Segment Start: LISTED ENTRIES

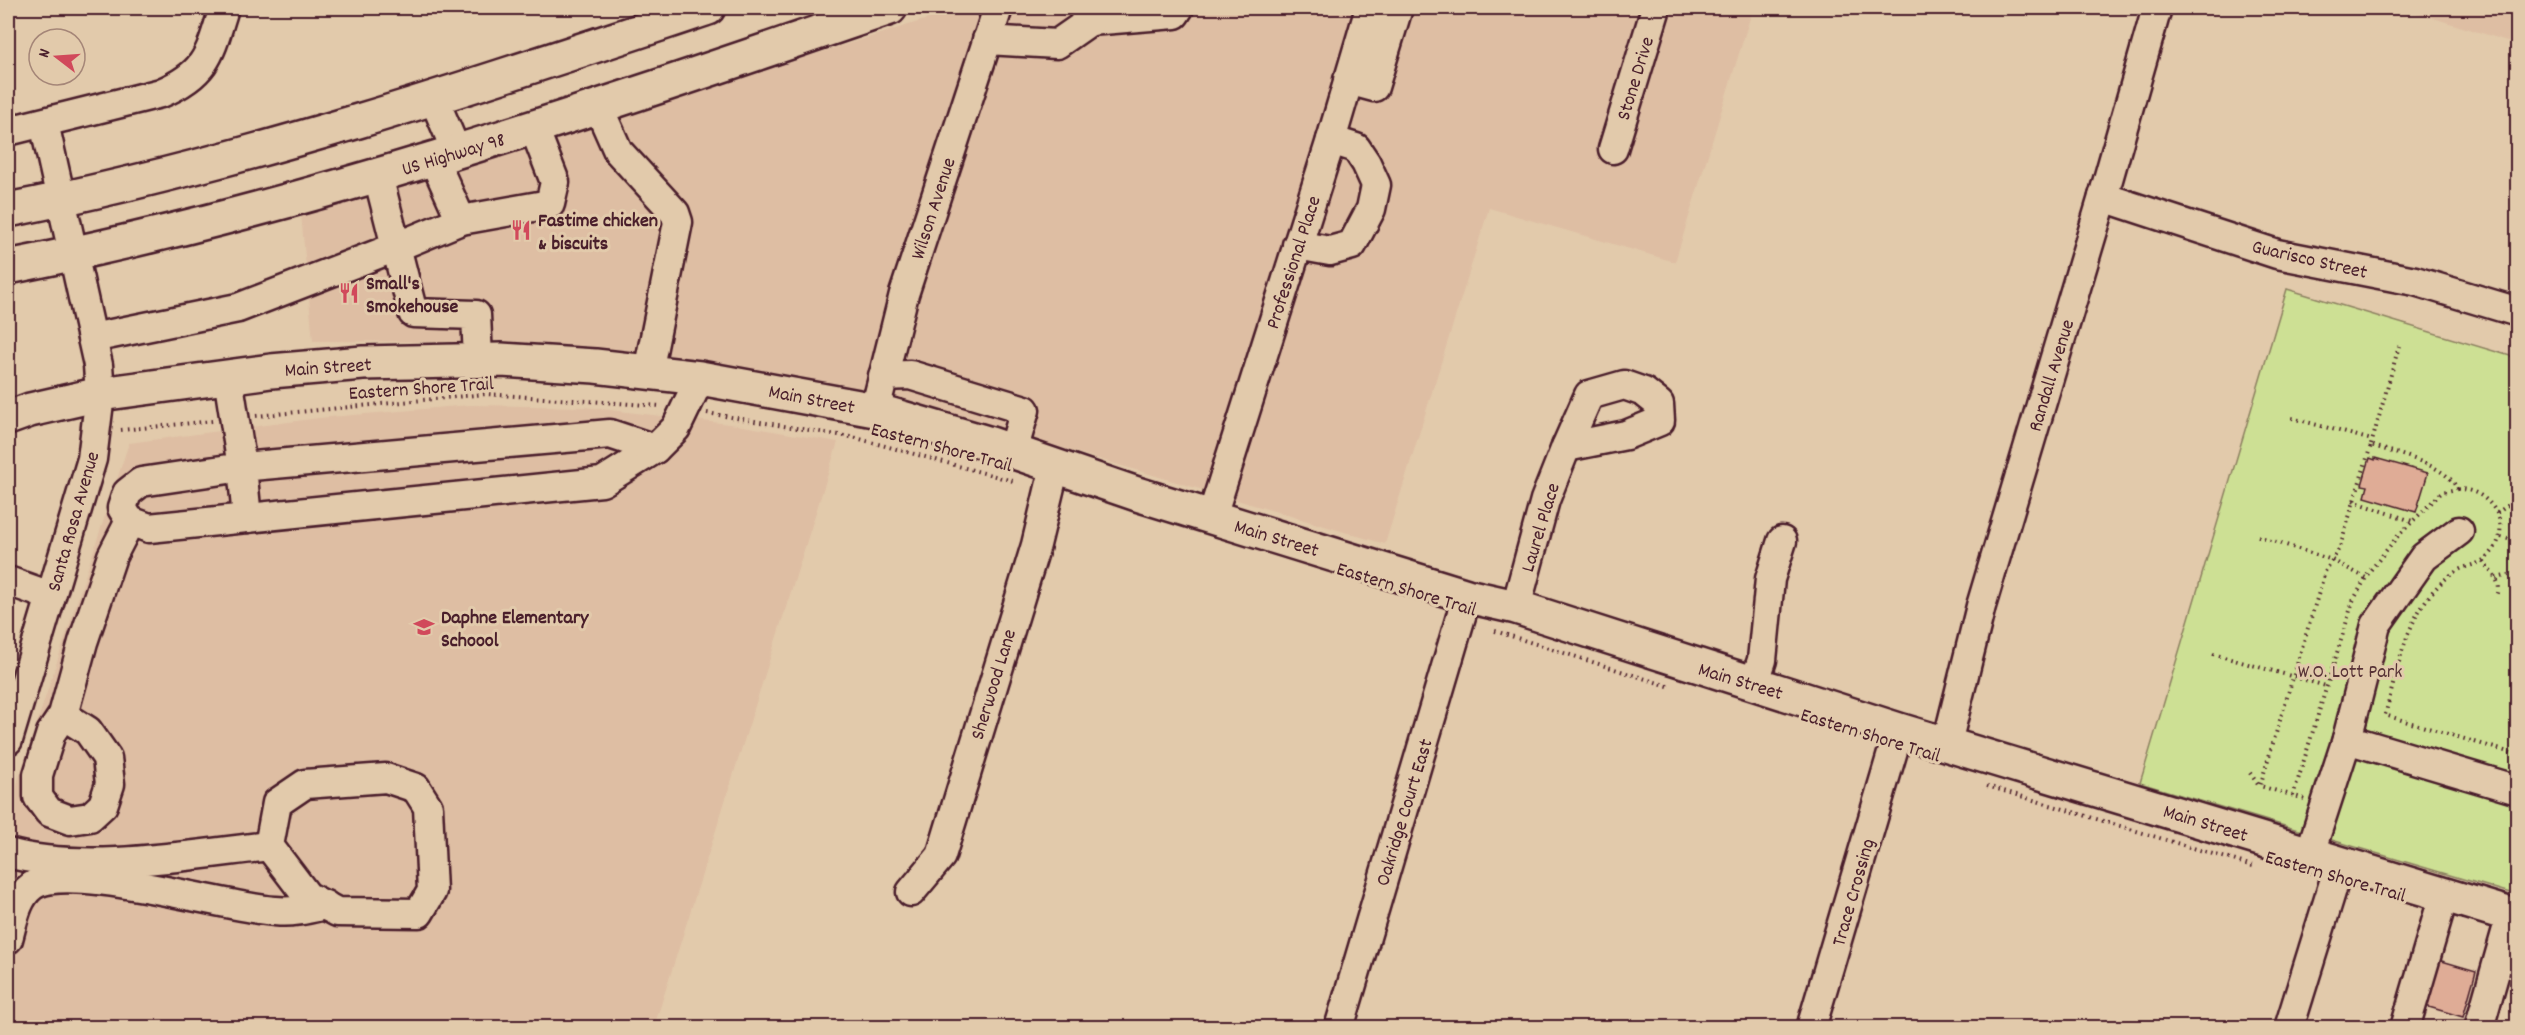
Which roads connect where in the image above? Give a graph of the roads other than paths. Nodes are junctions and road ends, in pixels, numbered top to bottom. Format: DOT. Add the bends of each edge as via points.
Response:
graph roads {
  1 [pos="224,8"];
  2 [pos="708,8"];
  3 [pos="890,8"];
  4 [pos="998,8"];
  5 [pos="1179,8"];
  6 [pos="1370,8"];
  7 [pos="1398,8"];
  8 [pos="1656,8"];
  9 [pos="2157,8"];
  10 [pos="1087,14"];
  11 [pos="987,40"];
  12 [pos="1348,80"];
  13 [pos="434,99"];
  14 [pos="598,106"];
  15 [pos="44,123"];
  16 [pos="534,128"];
  17 [pos="8,131"];
  18 [pos="1330,140"];
  19 [pos="1613,149"];
  20 [pos="445,157"];
  21 [pos="378,176"];
  22 [pos="2103,197"];
  23 [pos="62,199"];
  24 [pos="8,210"];
  25 [pos="461,220"];
  26 [pos="1298,245"];
  27 [pos="396,248"];
  28 [pos="74,254"];
  29 [pos="8,267"];
  30 [pos="2517,312"];
  31 [pos="92,338"];
  32 [pos="478,359"];
  33 [pos="648,372"];
  34 [pos="228,376"];
  35 [pos="883,376"];
  36 [pos="700,378"];
  37 [pos="100,394"];
  38 [pos="875,410"];
  39 [pos="8,418"];
  40 [pos="1566,447"];
  41 [pos="655,449"];
  42 [pos="1013,452"];
  43 [pos="242,467"];
  44 [pos="1052,478"];
  45 [pos="1212,516"];
  46 [pos="248,518"];
  47 [pos="130,521"];
  48 [pos="2459,531"];
  49 [pos="1782,541"];
  50 [pos="8,581"];
  51 [pos="50,596"];
  52 [pos="1463,608"];
  53 [pos="1516,608"];
  54 [pos="1754,684"];
  55 [pos="63,715"];
  56 [pos="2347,739"];
  57 [pos="8,740"];
  58 [pos="1895,743"];
  59 [pos="1947,743"];
  60 [pos="2517,790"];
  61 [pos="269,846"];
  62 [pos="8,853"];
  63 [pos="2325,858"];
  64 [pos="910,892"];
  65 [pos="2444,895"];
  66 [pos="325,905"];
  67 [pos="2514,916"];
  68 [pos="8,939"];
  69 [pos="1339,1028"];
  70 [pos="1811,1028"];
  71 [pos="2289,1028"];
  72 [pos="2404,1028"];
  73 [pos="2479,1028"];
  1 -- 15 [label="street" via="211,50 183,84"];
  2 -- 13 [label="main road"];
  3 -- 14 [label="main road, US Highway 98"];
  4 -- 11 [label="street, Wilson Avenue"];
  5 -- 10 [label="street" via="1175,14"];
  6 -- 12 [label="street, Professional Place"];
  7 -- 12 [label="street" via="1374,87"];
  8 -- 19 [label="street, Stone Drive"];
  9 -- 22 [label="street, Randall Avenue"];
  10 -- 11 [label="street" via="1058,44"];
  11 -- 35 [label="street, Wilson Avenue" via="904,294"];
  12 -- 18 [label="street, Professional Place"];
  13 -- 20 [label="street"];
  13 -- 23 [label="main road"];
  14 -- 16 [label="main road, US Highway 98"];
  14 -- 33 [label="street" via="621,156 675,213 678,222"];
  15 -- 17 [label="street"];
  15 -- 23 [label="street, Santa Rosa Avenue"];
  16 -- 20 [label="main road, US Highway 98"];
  16 -- 25 [label="street" via="555,182 550,204"];
  18 -- 26 [label="street, Professional Place"];
  18 -- 26 [label="street" via="1356,148 1366,163 1376,185 1371,209 1352,245 1330,251"];
  20 -- 21 [label="main road, US Highway 98"];
  20 -- 25 [label="street"];
  21 -- 27 [label="street"];
  21 -- 28 [label="main road, US Highway 98"];
  22 -- 30 [label="street, Guarisco Street" via="2277,254 2415,281"];
  22 -- 59 [label="street, Randall Avenue" via="1981,606"];
  23 -- 24 [label="main road"];
  23 -- 28 [label="street, Santa Rosa Avenue"];
  25 -- 27 [label="street"];
  26 -- 45 [label="street, Professional Place"];
  27 -- 31 [label="street" via="238,308"];
  27 -- 32 [label="street" via="413,313 476,315"];
  28 -- 29 [label="main road, US Highway 98"];
  28 -- 31 [label="street, Santa Rosa Avenue"];
  31 -- 37 [label="street, Santa Rosa Avenue"];
  32 -- 33 [label="main road, Main Street"];
  32 -- 34 [label="main road, Main Street" via="363,363"];
  33 -- 36 [label="main road, Main Street"];
  34 -- 37 [label="main road, Main Street"];
  34 -- 43 [label="street"];
  35 -- 38 [label="street, Wilson Avenue"];
  35 -- 42 [label="street" via="910,375 1025,410"];
  36 -- 38 [label="main road, Main Street"];
  36 -- 41 [label="street" via="676,428"];
  37 -- 39 [label="main road, Main Street"];
  37 -- 51 [label="street, Santa Rosa Avenue" via="93,459"];
  38 -- 42 [label="main road, Main Street"];
  40 -- 53 [label="street, Laurel Place" via="1545,500"];
  41 -- 43 [label="street" via="610,434"];
  41 -- 46 [label="street" via="602,482"];
  42 -- 44 [label="main road, Main Street"];
  43 -- 46 [label="street"];
  43 -- 47 [label="street" via="141,482 127,493 122,508"];
  44 -- 45 [label="main road, Main Street" via="1137,494"];
  44 -- 64 [label="street, Sherwood Lane" via="1036,545 941,856"];
  45 -- 52 [label="main road, Main Street"];
  46 -- 47 [label="street" via="149,528"];
  47 -- 55 [label="street" via="112,556 82,642"];
  48 -- 56 [label="street" via="2424,557 2376,625"];
  49 -- 54 [label="street" via="1770,579 1762,660"];
  50 -- 51 [label="street"];
  51 -- 57 [label="street, Santa Rosa Avenue"];
  52 -- 53 [label="main road, Main Street"];
  52 -- 69 [label="street, Oakridge Court East"];
  53 -- 54 [label="main road, Main Street"];
  54 -- 58 [label="main road, Main Street"];
  56 -- 60 [label="street"];
  56 -- 63 [label="street" via="2326,805"];
  58 -- 59 [label="main road, Main Street"];
  58 -- 70 [label="street, Trace Crossing"];
  59 -- 63 [label="main road, Main Street"];
  61 -- 62 [label="street" via="165,858 70,862"];
  61 -- 66 [label="street" via="307,896"];
  61 -- 66 [label="street" via="277,803 305,784 386,778 416,788 428,807 432,891 419,913 337,912"];
  63 -- 65 [label="main road, Main Street"];
  63 -- 71 [label="street"];
  65 -- 67 [label="main road, Main Street"];
  65 -- 72 [label="street"];
  66 -- 68 [label="street" via="276,912 152,887 81,879 49,881 33,885 20,899"];
  67 -- 73 [label="street"];
}
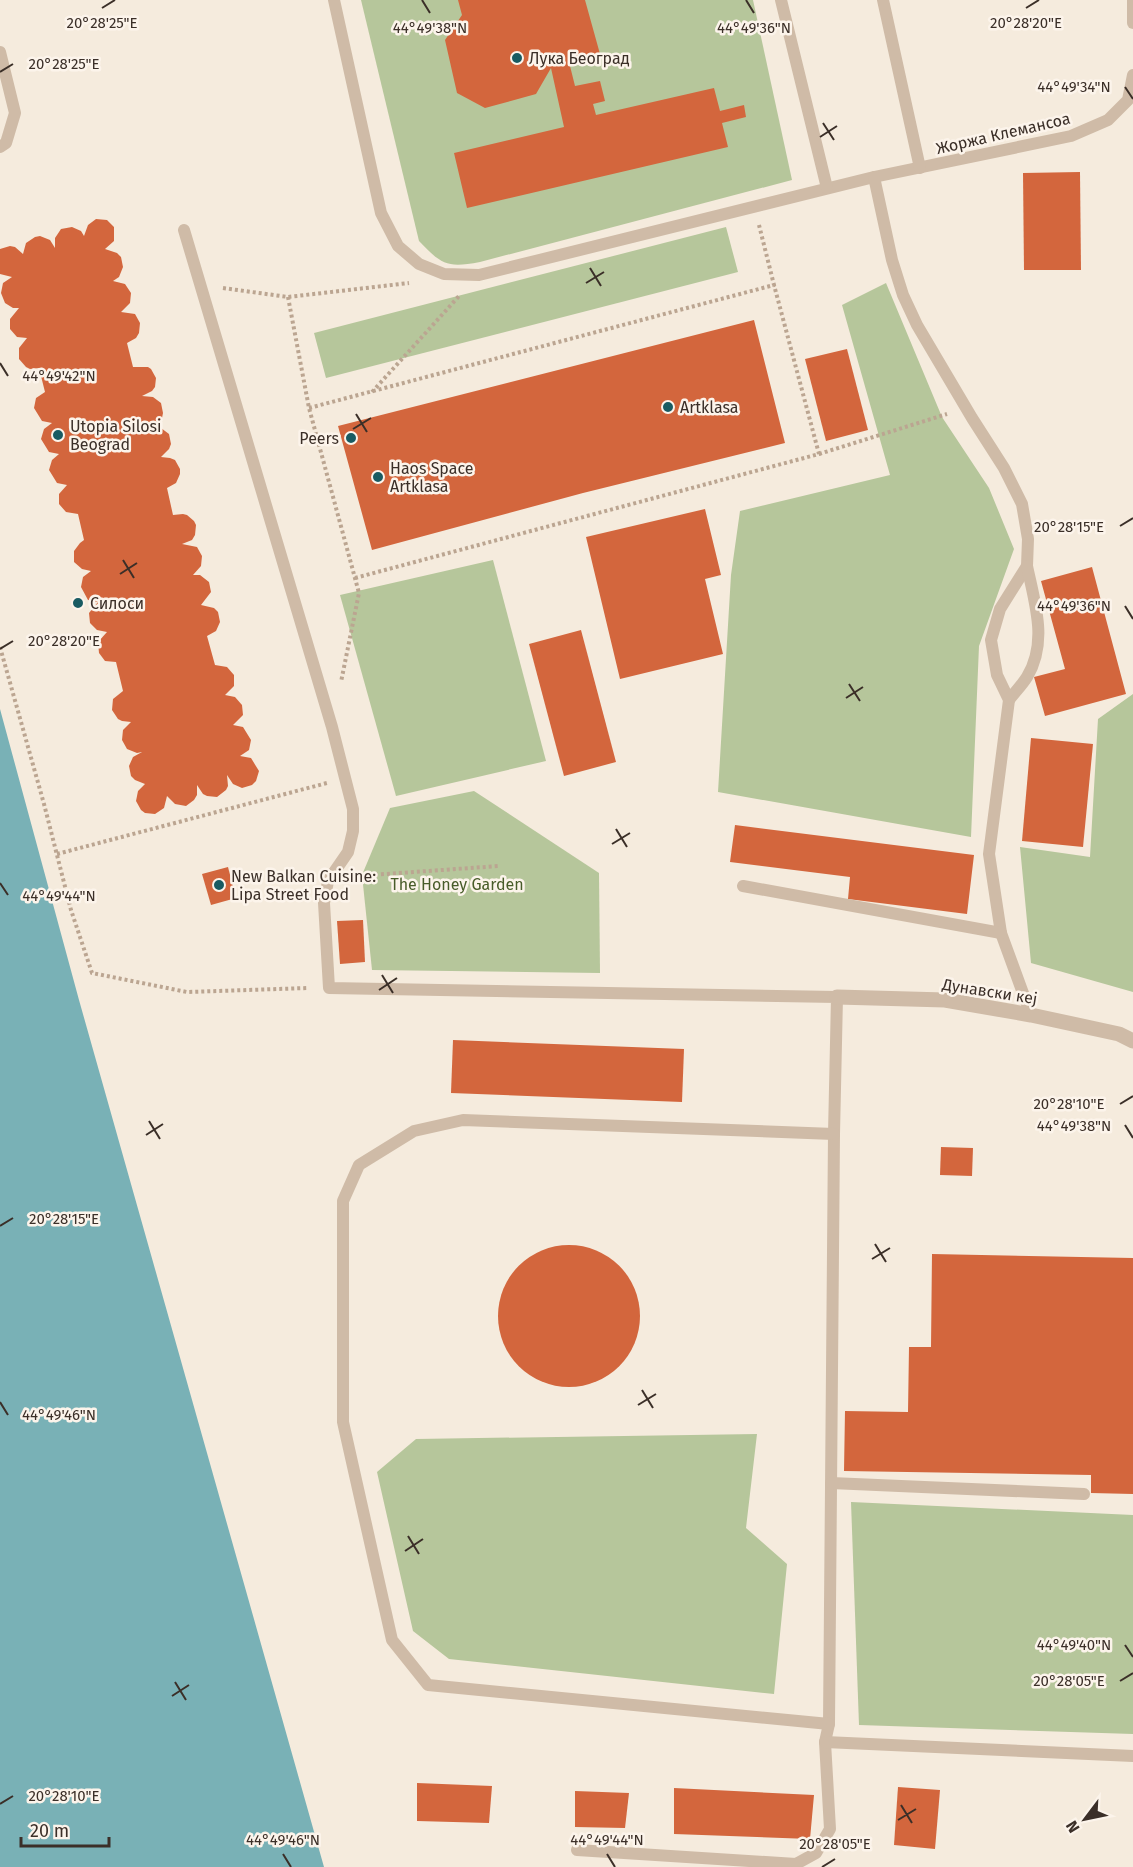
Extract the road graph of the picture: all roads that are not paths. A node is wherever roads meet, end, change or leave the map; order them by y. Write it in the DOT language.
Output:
graph roads {
  1 [pos="334,0"];
  2 [pos="781,0"];
  3 [pos="883,0"];
  4 [pos="1133,0"];
  5 [pos="1133,23"];
  6 [pos="0,52"];
  7 [pos="1133,75"];
  8 [pos="0,147"];
  9 [pos="920,168"];
  10 [pos="874,177"];
  11 [pos="826,188"];
  12 [pos="184,230"];
  13 [pos="1027,566"];
  14 [pos="1009,700"];
  15 [pos="743,886"];
  16 [pos="1001,933"];
  17 [pos="837,997"];
  18 [pos="1031,1015"];
  19 [pos="1133,1041"];
  20 [pos="834,1134"];
  21 [pos="831,1483"];
  22 [pos="1084,1494"];
  23 [pos="829,1724"];
  24 [pos="825,1742"];
  25 [pos="1133,1756"];
  26 [pos="577,1850"];
  1 -- 11 [label="lane, Жоржа Клемансоа"];
  2 -- 11 [label="lane"];
  3 -- 9 [label="lane"];
  4 -- 5 [label="lane"];
  6 -- 8 [label="lane"];
  7 -- 9 [label="lane, Жоржа Клемансоа"];
  9 -- 10 [label="lane, Жоржа Клемансоа"];
  10 -- 11 [label="lane, Жоржа Клемансоа"];
  10 -- 13 [label="lane"];
  12 -- 17 [label="lane"];
  13 -- 14 [label="lane"];
  13 -- 14 [label="lane"];
  14 -- 16 [label="lane"];
  15 -- 16 [label="lane"];
  16 -- 18 [label="lane"];
  17 -- 18 [label="street, Дунавски кеј"];
  17 -- 20 [label="lane"];
  18 -- 19 [label="street, Дунавски кеј"];
  20 -- 21 [label="lane"];
  20 -- 23 [label="lane"];
  21 -- 22 [label="lane"];
  21 -- 23 [label="lane"];
  23 -- 24 [label="lane"];
  24 -- 25 [label="lane"];
  24 -- 26 [label="lane"];
}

Segment End: LISTED ENTRIES

Read the entries and pick out all lines that include the word "roads".

Which roads connect where in the image above? Give a graph of the roads other than paths. Nodes are junctions and road ends, in pixels, numbered top to bottom. Format: DOT. Add the bends of each edge as via points.
graph roads {
Extract the road graph of the picture: all roads that are not paths. A node is wherever roads meet, end, change or leave the map; order them by y. Write it in the DOT language.
graph roads {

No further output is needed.